As Hartford Funds writes, simply because one style of investing has come into favor does not mean others are going the way of the dodo. “Market corrections are a regular and unavoidable part of market cycles. Active management has typically outperformed during market corrections because active managers have captured alpha as the market recovers. The nearby performance comparison table from Hartford Funds illustrates this.
Most investment professionals agree that deploying a mix of active and passive is optimal and that a portfolio lacking an active investment strategy, particularly during market corrections, could be problematic. The report cites, “When bull markets inevitable turn, passive managers could be left holding stocks and sectors with poor fundamentals and inflated valuations.

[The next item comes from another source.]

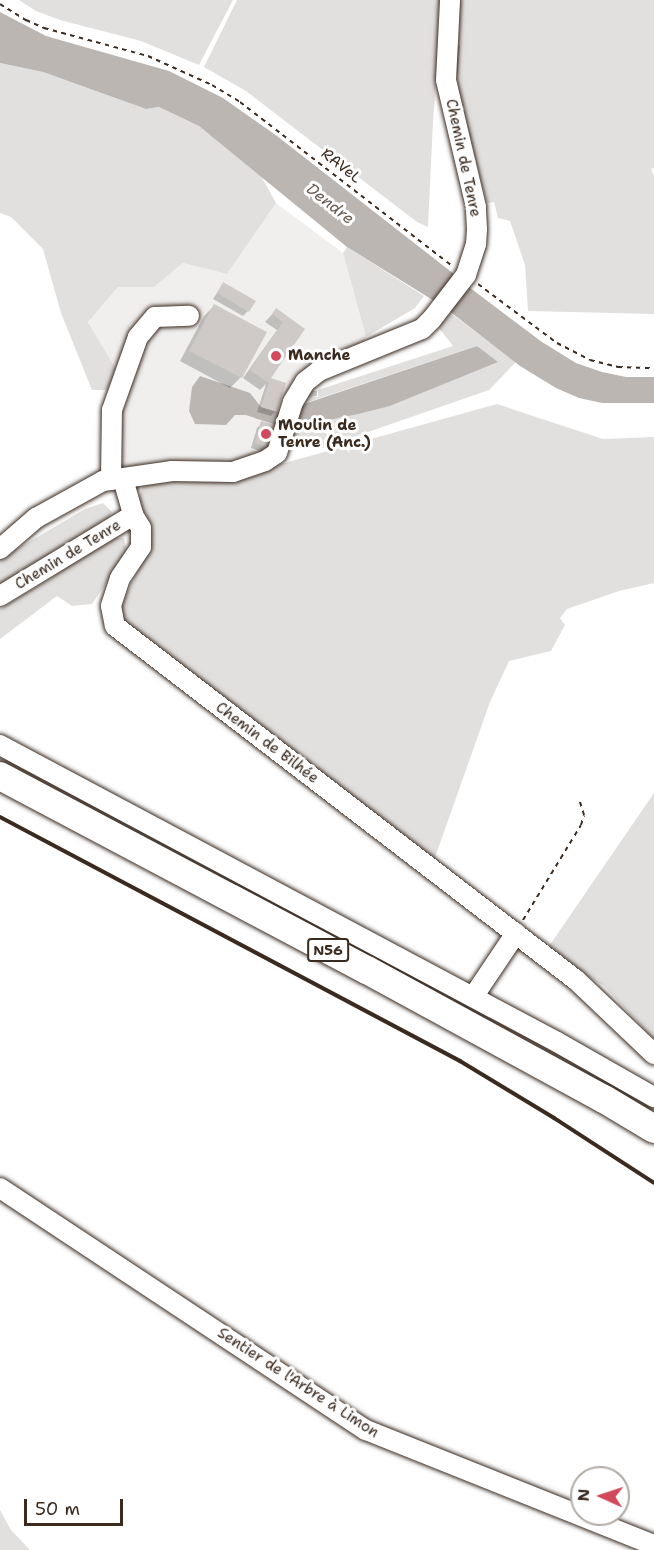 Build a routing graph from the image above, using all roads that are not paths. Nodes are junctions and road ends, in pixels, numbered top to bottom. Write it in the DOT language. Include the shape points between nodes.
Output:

Meanwhile active managers have the ability to mitigate risk by reducing exposures to expensive areas that will be hit hardest, and conversely, increase exposure as sectors or asset classes recover to capture upside as the new market cycle begins.”
Perhaps the lesson to be learned is that, “just when it seems that active or passive has permanently pulled ahead, markets change, performance trends reverse, and the futility inherent in declaring a “winner” in active vs passive is revealed anew.”
Hartford Funds also encourages readers to beware of recency bias, “or the tendency to believe that recently observed patterns will continue into the future.” True, passive strategies have outperformed active strategies in four of the last five years. But a longer term look at performance shows that “active and passive have traded the lead in performance over time like two evenly matched racehorses.”